**TASK BRIEF**
Go through the entries and copy every line that has the string "canvas" in it.

═════ SOURCE DATA ═════

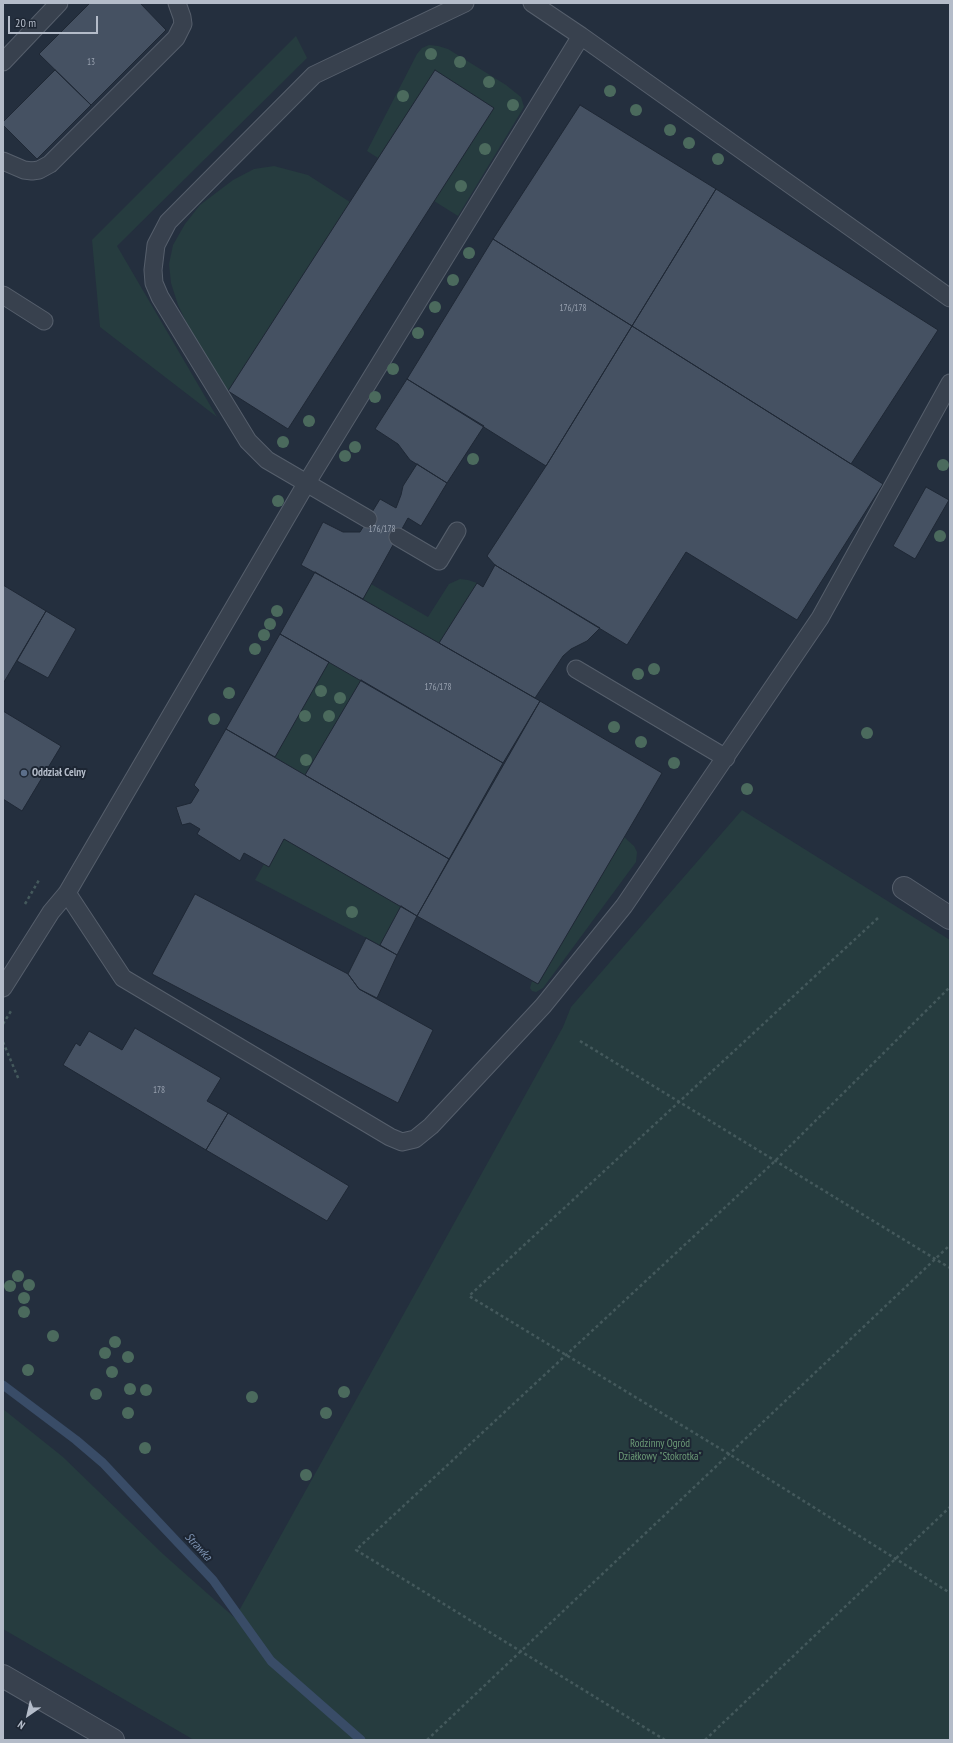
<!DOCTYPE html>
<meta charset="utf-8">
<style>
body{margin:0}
#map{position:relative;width:953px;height:1743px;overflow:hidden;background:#242f3e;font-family:"PT Sans Narrow",sans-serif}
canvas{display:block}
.frame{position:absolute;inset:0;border:4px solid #b4bcc9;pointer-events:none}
.north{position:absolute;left:8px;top:1695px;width:40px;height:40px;-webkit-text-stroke:3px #1d2633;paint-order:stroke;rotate:214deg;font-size:11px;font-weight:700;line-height:16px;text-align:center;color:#b4bcc9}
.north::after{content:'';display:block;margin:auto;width:14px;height:18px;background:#b4bcc9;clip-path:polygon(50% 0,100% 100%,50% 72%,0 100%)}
.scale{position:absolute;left:8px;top:16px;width:90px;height:18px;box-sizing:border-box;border:2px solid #b4bcc9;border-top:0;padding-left:5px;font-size:12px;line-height:14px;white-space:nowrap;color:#b4bcc9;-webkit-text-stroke:3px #1d2633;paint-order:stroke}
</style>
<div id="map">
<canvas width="953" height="1743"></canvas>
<div class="frame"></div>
<div class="north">N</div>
<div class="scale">20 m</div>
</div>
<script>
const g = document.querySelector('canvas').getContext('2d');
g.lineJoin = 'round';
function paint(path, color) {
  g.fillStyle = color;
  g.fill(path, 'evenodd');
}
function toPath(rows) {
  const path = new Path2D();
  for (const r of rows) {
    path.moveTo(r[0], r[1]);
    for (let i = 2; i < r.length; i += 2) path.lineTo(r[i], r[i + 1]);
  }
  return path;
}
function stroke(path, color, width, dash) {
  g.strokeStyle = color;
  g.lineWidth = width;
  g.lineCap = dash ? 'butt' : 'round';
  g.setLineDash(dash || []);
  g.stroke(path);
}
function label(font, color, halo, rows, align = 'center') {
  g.font = font + ' "PT Sans Narrow",sans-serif';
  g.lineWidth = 4;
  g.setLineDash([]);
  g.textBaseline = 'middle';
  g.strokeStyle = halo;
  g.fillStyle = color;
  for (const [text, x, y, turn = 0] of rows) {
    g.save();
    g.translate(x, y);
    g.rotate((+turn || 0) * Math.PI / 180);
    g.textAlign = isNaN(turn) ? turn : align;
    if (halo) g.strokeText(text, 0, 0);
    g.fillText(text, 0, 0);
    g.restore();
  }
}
paint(toPath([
 [296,36,307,58,117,246,217,417,100,327,92,240],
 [429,45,438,46,448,49,506,85,521,97,524,107,458,216,434,201,494,108,435,70,378,158,367,151,417,54,422,48],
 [274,166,308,175,350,202,228,391,191,332,178,305,171,283,169,264,173,245,185,224,200,205,233,180,254,169],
 [460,579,468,580,477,583,439,643,363,599,371,584,428,617,449,584],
 [329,662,361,680,305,775,275,757],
 [742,810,950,940,950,1740,194,1740,3,1629,3,1409,63,1457,163,1554,235,1618,563,1027,571,1007],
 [624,837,634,846,637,852,636,862,543,988,536,992,532,991,530,988,532,981,538,984],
 [284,839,401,906,380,945,255,880,264,864,269,866]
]), '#263c3f');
stroke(toPath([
 [3,1385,76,1440,103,1463,213,1580,271,1661,361,1740]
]), '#394c67', 9);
const building = toPath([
 [90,3,140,3,166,30,91,105,39,54,90,3],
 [55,70,91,105,37,159,3,125,3,122,55,70],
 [435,70,494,108,288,429,228,391,435,70],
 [580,105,716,189,632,326,493,239,580,105],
 [716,189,938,330,851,464,632,326,716,189],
 [493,239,632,326,546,466,407,379,493,239],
 [632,326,883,484,797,620,686,552,627,645,495,565,487,556,546,466,632,326],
 [407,379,484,426,447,483,410,460,398,444,375,429,407,379],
 [417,464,447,483,421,526,408,518,363,599,301,565,323,522,343,532,360,532,380,499,396,508,401,495,403,486,417,464],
 [926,487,949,500,915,559,893,546,926,487],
 [495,565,600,628,587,641,571,649,563,656,535,698,439,643,477,583,483,587,495,565],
 [315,572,540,701,503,763,280,634,315,572],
 [3,585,46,611,4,682,3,682,3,585],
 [46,611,76,629,48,678,17,661,46,611],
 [280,634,329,662,275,757,226,729,280,634],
 [361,680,503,763,449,859,305,775,361,680],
 [540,701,662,773,538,984,417,916,540,701],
 [3,711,61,746,22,811,3,799,3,711],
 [226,729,449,859,417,916,284,839,269,867,244,853,240,861,197,834,200,829,190,823,182,825,176,807,191,803,199,790,194,785,226,729],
 [195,894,348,974,359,989,433,1030,398,1103,152,974,195,894],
 [401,906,417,916,397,955,380,945,401,906],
 [366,938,397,955,377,998,359,989,348,974,366,938],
 [135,1028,221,1078,207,1101,228,1113,206,1150,63,1065,76,1043,80,1046,89,1031,122,1050,135,1028],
 [228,1113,349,1186,327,1221,206,1150,228,1113]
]);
paint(building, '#455162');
stroke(building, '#1f2835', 1);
const lane = toPath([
 [532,3,581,36],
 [3,62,59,3],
 [3,161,24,170,32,171,39,170,50,164,176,38,183,24,182,17,177,3],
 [3,295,44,321],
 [368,519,267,460,248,441,160,297,154,283,153,270,156,245,168,222,314,75,465,3],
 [398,537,439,561,457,531],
 [576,669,726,758],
 [67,893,123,978,390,1137,402,1142,415,1139,431,1126,543,1006,624,906,820,618,950,383],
 [3,988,51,912,67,893,306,484,581,36,950,298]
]);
const street = toPath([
 [904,888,950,918],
 [3,1676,113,1740]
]);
stroke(lane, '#565f6c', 19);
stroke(street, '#565f6c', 24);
stroke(toPath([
 [25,904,39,880],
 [878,918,469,1296,729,1454,950,1593],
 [3,1024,11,1011],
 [580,1041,950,1268],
 [3,1042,19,1080],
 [427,1740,950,1245],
 [665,1740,356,1550,775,1161,950,987],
 [705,1740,950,1507]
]), '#44595c', 2.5, [3, 3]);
stroke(lane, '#38414e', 17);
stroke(street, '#38414e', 22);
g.fillStyle = '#4b6a5d';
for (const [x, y] of [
 [431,54],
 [460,62],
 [489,82],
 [610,91],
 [403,96],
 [513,105],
 [636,110],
 [670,130],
 [689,143],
 [485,149],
 [718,159],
 [461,186],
 [469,253],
 [453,280],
 [435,307],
 [418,333],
 [393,369],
 [375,397],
 [309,421],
 [283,442],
 [355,447],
 [345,456],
 [473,459],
 [943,465],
 [278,501],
 [940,536],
 [277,611],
 [270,624],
 [264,635],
 [255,649],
 [654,669],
 [638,674],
 [321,691],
 [229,693],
 [340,698],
 [305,716],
 [329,716],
 [214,719],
 [614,727],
 [867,733],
 [641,742],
 [306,760],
 [674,763],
 [747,789],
 [352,912],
 [18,1276],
 [29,1285],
 [10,1286],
 [24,1298],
 [24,1312],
 [53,1336],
 [115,1342],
 [105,1353],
 [128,1357],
 [28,1370],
 [112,1372],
 [130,1389],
 [146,1390],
 [344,1392],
 [96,1394],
 [252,1397],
 [128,1413],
 [326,1413],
 [145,1448],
 [306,1475]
]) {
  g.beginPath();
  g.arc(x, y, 6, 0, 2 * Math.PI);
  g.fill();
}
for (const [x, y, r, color] of [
 [24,773,4,"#5c6f8a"]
]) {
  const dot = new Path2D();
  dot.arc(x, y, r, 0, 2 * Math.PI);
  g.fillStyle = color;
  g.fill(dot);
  stroke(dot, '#1d2633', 1.5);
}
label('9px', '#98a1af', null, [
 ["13",91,62],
 ["176/178",573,308],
 ["176/178",382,529],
 ["176/178",438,687],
 ["178",159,1090]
]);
label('bold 11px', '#b4bcc9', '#1d2633', [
 ["Oddział Celny",32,773]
], 'left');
label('11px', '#6b9a76', '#1d2633', [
 ["Rodzinny Ogród",660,1444],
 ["Działkowy \"Stokrotka\"",660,1457]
]);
label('italic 12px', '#7c92b1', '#1d2633', [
 ["Strawka",198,1547,47]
]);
</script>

═════

**EXERCISE OUTPUT**
canvas{display:block}
<canvas width="953" height="1743"></canvas>
const g = document.querySelector('canvas').getContext('2d');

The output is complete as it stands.